A Associação de Fintech da Ásia Central propôs quatro áreas prioritárias para a harmonização dos mercados financeiros da região: interoperabilidade de pagamentos, reconhecimento mútuo de identificação digital, padrões compatíveis de open banking e princípios comuns de gestão de dados. Estas propostas foram apresentadas durante uma sessão no Fórum de Finanças e Tecnologia da Rota da Seda, realizada em Tashkent em 25 de agosto.
A sessão, intitulada «Construindo um ecossistema aberto — as artérias, o capital e as regras que conectam os mercados», foi moderada por Chek-Chun Fu, diretor de regulamentação e política da Global Network of Finance and Technology. A discussão centrou-se em três componentes de uma arquitetura financeira aberta: a infraestrutura de pagamentos, ou «artérias»; as normas regulatórias e o capital.
Husanhodja Abidov, diretor de estratégia, transformação e gestão de projetos do Banco Central do Uzbequistão, observou que nenhum destes três elementos pode funcionar isoladamente. Ele definiu a interoperabilidade — a capacidade de conectar mercados, dados e infraestruturas entre países — como a principal limitação da região.
Segundo Abidov, o Banco Central pretende, inicialmente, permitir que as inovações se desenvolvam e, posteriormente, introduzir regulamentações proporcionalmente ao crescimento dos riscos e da escala, em vez de decidir antecipadamente qual modelo de negócio irá dominar. Ele salientou que o sucesso das finanças abertas no Uzbequistão deve ser medido não pelo número de interfaces de programação de aplicações criadas, mas sim se os consumidores e empresas têm acesso a produtos financeiros mais baratos e de melhor qualidade.
Roman Tretyakov, vice-presidente executivo de TI e Transformação Digital na Octobank, informou que o banco planeia operar sob o modelo de «banking as a service», fornecendo aos parceiros acesso aos seus serviços e interfaces de programação de aplicações. Reconhecendo a complexidade da troca de dados com parceiros devido aos requisitos de proteção de dados pessoais e segurança, acrescentou que o banco colabora com o Banco Central para garantir a segurança da troca de dados abertos.
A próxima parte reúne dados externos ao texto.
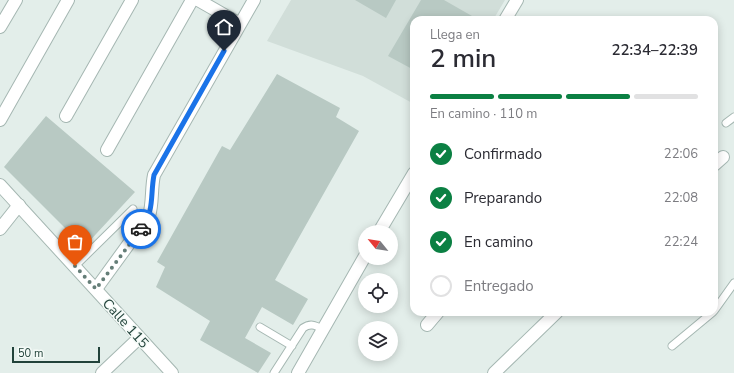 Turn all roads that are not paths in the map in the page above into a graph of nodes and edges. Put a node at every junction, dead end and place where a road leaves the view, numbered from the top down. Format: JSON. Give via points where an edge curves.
{"nodes":[{"id":1,"x":16,"y":0,"type":"edge"},
{"id":2,"x":68,"y":0,"type":"edge"},
{"id":3,"x":132,"y":0,"type":"edge"},
{"id":4,"x":192,"y":0,"type":"edge"},
{"id":5,"x":198,"y":0,"type":"edge"},
{"id":6,"x":254,"y":0,"type":"edge"},
{"id":7,"x":517,"y":0,"type":"edge"},
{"id":8,"x":507,"y":16,"type":"edge"},
{"id":9,"x":240,"y":24,"type":"junction"},
{"id":10,"x":0,"y":27,"type":"edge"},
{"id":11,"x":66,"y":116,"type":"dead end"},
{"id":12,"x":734,"y":117,"type":"edge"},
{"id":13,"x":0,"y":120,"type":"edge"},
{"id":14,"x":726,"y":123,"type":"dead end"},
{"id":15,"x":107,"y":150,"type":"dead end"},
{"id":16,"x":410,"y":180,"type":"edge"},
{"id":17,"x":0,"y":185,"type":"edge"},
{"id":18,"x":19,"y":205,"type":"junction"},
{"id":19,"x":133,"y":209,"type":"dead end"},
{"id":20,"x":383,"y":225,"type":"edge"},
{"id":21,"x":0,"y":228,"type":"edge"},
{"id":22,"x":360,"y":265,"type":"edge"},
{"id":23,"x":75,"y":266,"type":"junction"},
{"id":24,"x":734,"y":283,"type":"edge"},
{"id":25,"x":96,"y":289,"type":"junction"},
{"id":26,"x":718,"y":306,"type":"edge"},
{"id":27,"x":435,"y":316,"type":"edge"},
{"id":28,"x":553,"y":316,"type":"edge"},
{"id":29,"x":709,"y":316,"type":"edge"},
{"id":30,"x":427,"y":325,"type":"dead end"},
{"id":31,"x":260,"y":327,"type":"dead end"},
{"id":32,"x":322,"y":329,"type":"junction"},
{"id":33,"x":140,"y":338,"type":"junction"},
{"id":34,"x":292,"y":346,"type":"junction"},
{"id":35,"x":672,"y":346,"type":"dead end"},
{"id":36,"x":102,"y":373,"type":"edge"},
{"id":37,"x":172,"y":373,"type":"edge"},
{"id":38,"x":274,"y":373,"type":"edge"},
{"id":39,"x":298,"y":373,"type":"edge"},
{"id":40,"x":494,"y":373,"type":"edge"}],
"edges":[{"from":1,"to":10,"type":"street"},
{"from":2,"to":13,"type":"street"},
{"from":3,"to":11,"type":"street"},
{"from":4,"to":15,"type":"street"},
{"from":5,"to":9,"type":"street"},
{"from":6,"to":9,"type":"street"},
{"from":7,"to":8,"type":"street"},
{"from":9,"to":25,"type":"street","via":[[154,175],[151,186],[152,209],[149,216]]},
{"from":12,"to":14,"type":"lane"},
{"from":16,"to":20,"type":"street"},
{"from":17,"to":18,"type":"street","name":"Calle 115"},
{"from":18,"to":21,"type":"street"},
{"from":18,"to":23,"type":"street","name":"Calle 115"},
{"from":19,"to":23,"type":"lane"},
{"from":22,"to":32,"type":"street"},
{"from":23,"to":25,"type":"street","name":"Calle 115"},
{"from":24,"to":26,"type":"lane"},
{"from":25,"to":33,"type":"street","name":"Calle 115"},
{"from":27,"to":30,"type":"street"},
{"from":28,"to":40,"type":"street"},
{"from":29,"to":35,"type":"lane"},
{"from":31,"to":34,"type":"lane"},
{"from":32,"to":34,"type":"lane","via":[[313,324],[307,325]]},
{"from":32,"to":39,"type":"street"},
{"from":33,"to":36,"type":"street"},
{"from":33,"to":37,"type":"street","name":"Calle 115"},
{"from":34,"to":38,"type":"lane"}]}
Akhmet Kayhan, diretor de grupo de pagamentos e ativos digitais na VEON, afirmou que o grupo de telecomunicações serve mais de 220 milhões de clientes em cinco países, incluindo o Uzbequistão. Ele observou que a VEON já fornece serviços financeiros através da sua infraestrutura de telecomunicações nas áreas onde os bancos muitas vezes não consideram lucrativo servir clientes de camadas populacionais remotas ou de baixos rendimentos. Na opinião de Kayhan, as finanças incorporadas estão a desenvolver-se em torno desta infraestrutura graças aos pontos de venda e empreendedores que efetivamente desempenham funções de mini-bancos.
Madhusudkhan R., cofundador da M2P Fintech, expressou a opinião de que, ao escolher entre criar sua própria infraestrutura ou comprar soluções prontas, os bancos geralmente se concentram em dois aspetos: gestão transparente de dados baseada no consentimento do cliente e promoção da inclusão financeira. Comparando as abordagens regulatórias em diferentes regiões, notou que a regulamentação rígida na Europa inibe a inovação, enquanto os reguladores em alguns países asiáticos estabelecem princípios que permitem às empresas privadas criar soluções sobre infraestrutura pública aberta.
Otabek Nasirov, presidente da Associação de Fintech da Ásia Central, declarou que a região não precisa de adotar leis idênticas nem construir sistemas iguais em todos os cinco países. Em vez disso, sugeriu focar na interoperabilidade de pagamentos, incluindo pagamentos QR e transferências transfronteiriças mais rápidas e baratas; no reconhecimento mútuo de identificação digital e verificação remota eletrónica de identidade; na compatibilidade dos padrões de API de open banking; e em princípios comuns de gestão de dados transfronteiriços. O seu objetivo não é criar um regulador regional único, mas sim desenvolver padrões mutuamente reconhecidos e uma infraestrutura compatível capaz de ligar os mercados dos cinco países com uma população total de mais de 80 milhões de pessoas.
Stefan Klestil, sócio do fundo de capital de risco Speedinvest, mencionou que o fundo apoiou sete unicórnios em mercados emergentes, incluindo um unicórnio fintech recentemente anunciado em Dubai. Ele observou que o fundo foca principalmente na qualidade dos fundadores, e não no tamanho do mercado. Klestil vê um forte potencial tecnológico no Uzbequistão, bem como uma grande diáspora de especialistas no estrangeiro. Para ele, o indicador chave de sucesso será o regresso dos melhores especialistas para casa para criar negócios no Uzbequistão, e não no Vale do Silício.